In the entries below, find every line with the string "edges" and copy it.

(Collected data)
----

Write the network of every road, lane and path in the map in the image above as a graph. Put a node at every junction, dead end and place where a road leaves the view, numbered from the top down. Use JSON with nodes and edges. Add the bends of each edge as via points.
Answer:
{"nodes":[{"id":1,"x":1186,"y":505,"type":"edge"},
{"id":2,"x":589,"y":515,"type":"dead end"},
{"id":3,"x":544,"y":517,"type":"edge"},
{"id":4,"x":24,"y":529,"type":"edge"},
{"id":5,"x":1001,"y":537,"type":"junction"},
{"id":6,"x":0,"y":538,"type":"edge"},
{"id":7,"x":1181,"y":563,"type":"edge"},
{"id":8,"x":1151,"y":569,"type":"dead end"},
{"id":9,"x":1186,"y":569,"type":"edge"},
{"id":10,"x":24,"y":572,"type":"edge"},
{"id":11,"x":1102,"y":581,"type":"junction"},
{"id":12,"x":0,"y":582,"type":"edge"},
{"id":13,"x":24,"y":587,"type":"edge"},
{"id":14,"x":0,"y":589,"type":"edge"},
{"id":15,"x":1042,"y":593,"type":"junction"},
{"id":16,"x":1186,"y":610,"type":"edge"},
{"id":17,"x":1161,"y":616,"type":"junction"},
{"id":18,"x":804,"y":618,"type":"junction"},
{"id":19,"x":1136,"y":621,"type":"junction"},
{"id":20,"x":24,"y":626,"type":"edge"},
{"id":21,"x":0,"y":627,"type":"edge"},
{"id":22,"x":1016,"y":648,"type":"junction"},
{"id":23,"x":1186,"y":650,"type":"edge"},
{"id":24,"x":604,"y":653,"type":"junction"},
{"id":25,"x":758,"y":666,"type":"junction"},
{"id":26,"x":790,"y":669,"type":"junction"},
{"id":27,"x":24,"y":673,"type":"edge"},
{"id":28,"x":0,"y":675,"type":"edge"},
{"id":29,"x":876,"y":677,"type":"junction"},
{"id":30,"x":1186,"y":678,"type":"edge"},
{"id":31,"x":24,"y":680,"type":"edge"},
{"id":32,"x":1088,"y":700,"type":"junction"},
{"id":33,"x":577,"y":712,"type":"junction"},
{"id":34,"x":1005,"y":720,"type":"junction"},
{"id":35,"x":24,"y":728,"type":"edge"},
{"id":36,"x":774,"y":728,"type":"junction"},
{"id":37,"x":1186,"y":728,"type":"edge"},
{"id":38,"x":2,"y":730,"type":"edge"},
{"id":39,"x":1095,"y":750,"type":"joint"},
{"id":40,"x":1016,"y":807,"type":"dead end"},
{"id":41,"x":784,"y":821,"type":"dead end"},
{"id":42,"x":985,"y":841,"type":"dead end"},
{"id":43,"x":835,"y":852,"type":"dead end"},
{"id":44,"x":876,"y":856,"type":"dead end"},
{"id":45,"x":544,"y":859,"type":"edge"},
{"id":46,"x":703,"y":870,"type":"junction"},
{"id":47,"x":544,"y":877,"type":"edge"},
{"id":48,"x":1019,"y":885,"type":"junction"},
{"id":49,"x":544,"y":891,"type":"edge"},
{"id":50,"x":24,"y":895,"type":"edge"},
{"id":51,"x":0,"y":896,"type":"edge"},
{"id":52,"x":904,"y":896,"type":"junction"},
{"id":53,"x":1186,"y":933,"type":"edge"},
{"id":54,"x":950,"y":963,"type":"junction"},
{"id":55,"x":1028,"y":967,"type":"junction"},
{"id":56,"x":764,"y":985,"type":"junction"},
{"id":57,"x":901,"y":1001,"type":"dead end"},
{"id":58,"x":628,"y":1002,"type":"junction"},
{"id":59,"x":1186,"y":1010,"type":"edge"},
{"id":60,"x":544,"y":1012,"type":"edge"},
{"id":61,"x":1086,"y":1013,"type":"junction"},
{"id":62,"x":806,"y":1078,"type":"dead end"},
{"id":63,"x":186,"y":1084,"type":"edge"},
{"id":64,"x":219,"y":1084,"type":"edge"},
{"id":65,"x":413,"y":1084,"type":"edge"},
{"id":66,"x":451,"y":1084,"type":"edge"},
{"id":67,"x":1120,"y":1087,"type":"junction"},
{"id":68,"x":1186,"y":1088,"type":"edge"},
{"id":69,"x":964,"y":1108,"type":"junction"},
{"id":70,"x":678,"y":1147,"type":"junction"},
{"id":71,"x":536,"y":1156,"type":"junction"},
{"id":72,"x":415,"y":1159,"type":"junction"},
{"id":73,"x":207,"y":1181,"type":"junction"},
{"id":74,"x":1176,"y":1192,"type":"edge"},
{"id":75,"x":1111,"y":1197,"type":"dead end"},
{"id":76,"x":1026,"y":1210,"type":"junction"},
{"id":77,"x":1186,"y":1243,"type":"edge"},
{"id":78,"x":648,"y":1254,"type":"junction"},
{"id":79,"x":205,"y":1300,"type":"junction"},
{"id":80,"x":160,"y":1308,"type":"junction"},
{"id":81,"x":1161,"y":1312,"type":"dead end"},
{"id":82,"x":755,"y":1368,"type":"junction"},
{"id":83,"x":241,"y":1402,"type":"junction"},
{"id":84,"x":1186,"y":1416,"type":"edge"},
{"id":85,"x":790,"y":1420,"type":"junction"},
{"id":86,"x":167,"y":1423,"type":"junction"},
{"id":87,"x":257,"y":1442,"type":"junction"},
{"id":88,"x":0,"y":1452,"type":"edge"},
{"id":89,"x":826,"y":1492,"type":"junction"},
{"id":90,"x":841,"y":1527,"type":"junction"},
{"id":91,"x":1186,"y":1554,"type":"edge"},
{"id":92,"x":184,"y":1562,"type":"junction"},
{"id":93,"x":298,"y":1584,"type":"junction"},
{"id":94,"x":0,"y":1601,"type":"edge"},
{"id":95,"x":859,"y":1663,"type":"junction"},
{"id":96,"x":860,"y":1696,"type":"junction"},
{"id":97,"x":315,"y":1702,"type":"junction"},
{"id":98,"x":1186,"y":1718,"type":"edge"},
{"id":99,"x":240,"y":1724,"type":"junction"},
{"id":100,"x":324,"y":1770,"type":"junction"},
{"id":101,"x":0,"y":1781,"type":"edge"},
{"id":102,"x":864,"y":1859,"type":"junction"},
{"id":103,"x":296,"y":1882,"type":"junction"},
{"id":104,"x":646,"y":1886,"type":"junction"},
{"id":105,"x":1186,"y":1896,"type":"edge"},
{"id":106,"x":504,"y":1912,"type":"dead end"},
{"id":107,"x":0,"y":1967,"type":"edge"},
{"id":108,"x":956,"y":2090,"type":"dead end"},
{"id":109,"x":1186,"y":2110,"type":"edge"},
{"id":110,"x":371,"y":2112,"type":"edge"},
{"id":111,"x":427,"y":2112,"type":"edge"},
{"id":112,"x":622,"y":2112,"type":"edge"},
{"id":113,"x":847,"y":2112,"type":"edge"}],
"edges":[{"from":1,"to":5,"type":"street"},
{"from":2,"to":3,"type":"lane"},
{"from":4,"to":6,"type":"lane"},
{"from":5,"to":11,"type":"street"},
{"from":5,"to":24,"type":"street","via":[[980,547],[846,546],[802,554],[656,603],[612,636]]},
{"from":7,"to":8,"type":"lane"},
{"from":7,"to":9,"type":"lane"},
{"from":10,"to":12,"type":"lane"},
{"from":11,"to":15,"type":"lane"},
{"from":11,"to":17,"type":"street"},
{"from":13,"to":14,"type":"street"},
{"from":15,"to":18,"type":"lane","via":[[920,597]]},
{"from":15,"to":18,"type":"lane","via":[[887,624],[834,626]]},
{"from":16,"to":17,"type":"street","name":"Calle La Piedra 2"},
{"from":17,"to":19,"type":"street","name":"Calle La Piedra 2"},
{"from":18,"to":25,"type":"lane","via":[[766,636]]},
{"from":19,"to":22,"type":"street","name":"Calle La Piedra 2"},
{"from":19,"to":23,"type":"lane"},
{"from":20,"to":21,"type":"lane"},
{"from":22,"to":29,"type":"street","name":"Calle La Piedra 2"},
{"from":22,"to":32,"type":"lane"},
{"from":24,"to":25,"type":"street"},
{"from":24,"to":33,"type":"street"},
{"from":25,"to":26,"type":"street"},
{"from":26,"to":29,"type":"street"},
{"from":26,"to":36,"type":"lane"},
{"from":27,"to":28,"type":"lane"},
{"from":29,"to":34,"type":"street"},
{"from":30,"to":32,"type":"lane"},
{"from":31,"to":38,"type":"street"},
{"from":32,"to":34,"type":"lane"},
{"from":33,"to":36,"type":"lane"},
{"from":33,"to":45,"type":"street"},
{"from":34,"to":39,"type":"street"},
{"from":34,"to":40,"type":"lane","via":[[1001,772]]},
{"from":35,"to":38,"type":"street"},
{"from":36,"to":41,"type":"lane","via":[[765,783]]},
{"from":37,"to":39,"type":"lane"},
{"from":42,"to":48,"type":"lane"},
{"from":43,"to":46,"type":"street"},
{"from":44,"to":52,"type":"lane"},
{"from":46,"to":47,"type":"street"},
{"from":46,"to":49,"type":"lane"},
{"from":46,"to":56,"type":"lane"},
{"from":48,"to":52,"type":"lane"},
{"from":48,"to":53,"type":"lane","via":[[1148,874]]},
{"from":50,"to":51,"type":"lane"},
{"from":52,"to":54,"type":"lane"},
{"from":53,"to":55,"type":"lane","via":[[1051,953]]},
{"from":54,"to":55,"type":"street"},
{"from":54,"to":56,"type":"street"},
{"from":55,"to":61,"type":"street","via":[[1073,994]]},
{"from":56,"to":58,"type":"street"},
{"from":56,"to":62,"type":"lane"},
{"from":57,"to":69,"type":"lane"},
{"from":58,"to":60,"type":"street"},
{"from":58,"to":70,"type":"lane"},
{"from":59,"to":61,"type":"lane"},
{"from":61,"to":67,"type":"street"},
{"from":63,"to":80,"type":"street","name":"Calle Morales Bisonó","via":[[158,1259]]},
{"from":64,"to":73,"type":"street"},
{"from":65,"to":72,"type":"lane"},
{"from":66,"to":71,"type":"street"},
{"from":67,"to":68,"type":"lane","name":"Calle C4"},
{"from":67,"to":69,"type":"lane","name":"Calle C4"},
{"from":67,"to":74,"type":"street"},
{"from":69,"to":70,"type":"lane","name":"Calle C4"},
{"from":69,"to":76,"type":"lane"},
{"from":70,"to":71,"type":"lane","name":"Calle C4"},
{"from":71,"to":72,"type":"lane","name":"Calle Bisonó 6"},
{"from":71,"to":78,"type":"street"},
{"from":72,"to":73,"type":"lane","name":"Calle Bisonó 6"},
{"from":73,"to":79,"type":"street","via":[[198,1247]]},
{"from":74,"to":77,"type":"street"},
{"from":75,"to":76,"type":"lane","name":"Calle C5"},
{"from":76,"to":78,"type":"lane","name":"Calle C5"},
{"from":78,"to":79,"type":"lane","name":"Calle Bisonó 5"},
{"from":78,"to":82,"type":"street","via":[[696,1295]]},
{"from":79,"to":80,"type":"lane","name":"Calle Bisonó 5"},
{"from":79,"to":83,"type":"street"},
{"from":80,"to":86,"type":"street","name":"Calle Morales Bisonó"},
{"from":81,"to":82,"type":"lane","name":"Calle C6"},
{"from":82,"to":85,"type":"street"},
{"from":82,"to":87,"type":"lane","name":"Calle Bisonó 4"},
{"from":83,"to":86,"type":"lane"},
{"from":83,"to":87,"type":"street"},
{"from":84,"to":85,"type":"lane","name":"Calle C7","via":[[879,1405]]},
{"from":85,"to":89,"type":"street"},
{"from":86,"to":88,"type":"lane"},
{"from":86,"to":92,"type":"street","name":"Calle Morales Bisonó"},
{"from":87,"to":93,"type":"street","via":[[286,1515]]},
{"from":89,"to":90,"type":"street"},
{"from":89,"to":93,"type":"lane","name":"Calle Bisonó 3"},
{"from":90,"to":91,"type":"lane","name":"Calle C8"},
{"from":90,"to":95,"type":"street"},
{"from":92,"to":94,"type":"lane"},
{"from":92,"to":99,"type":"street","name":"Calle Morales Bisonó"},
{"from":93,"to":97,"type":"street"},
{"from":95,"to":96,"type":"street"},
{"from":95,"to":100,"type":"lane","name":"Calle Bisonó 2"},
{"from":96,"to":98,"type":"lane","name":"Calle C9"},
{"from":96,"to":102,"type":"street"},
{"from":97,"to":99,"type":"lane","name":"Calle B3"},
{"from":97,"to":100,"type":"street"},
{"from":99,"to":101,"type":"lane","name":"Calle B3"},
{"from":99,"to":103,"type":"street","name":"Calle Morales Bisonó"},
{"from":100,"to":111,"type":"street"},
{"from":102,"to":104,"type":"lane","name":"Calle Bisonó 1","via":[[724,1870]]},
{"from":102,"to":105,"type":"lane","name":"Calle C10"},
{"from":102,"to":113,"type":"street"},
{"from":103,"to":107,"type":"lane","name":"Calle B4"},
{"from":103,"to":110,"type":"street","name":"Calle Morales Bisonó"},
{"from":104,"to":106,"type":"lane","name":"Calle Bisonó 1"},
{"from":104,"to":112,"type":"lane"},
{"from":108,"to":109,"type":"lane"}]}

----

◆ Response area ◆
Write the network of every road, lane and path in the map in the image above as a graph. Put a node at every junction, dead end and place where a road leaves the view, numbered from the top down. Use JSON with nodes and edges. Add the bends of each edge as via points.
"edges":[{"from":1,"to":5,"type":"street"},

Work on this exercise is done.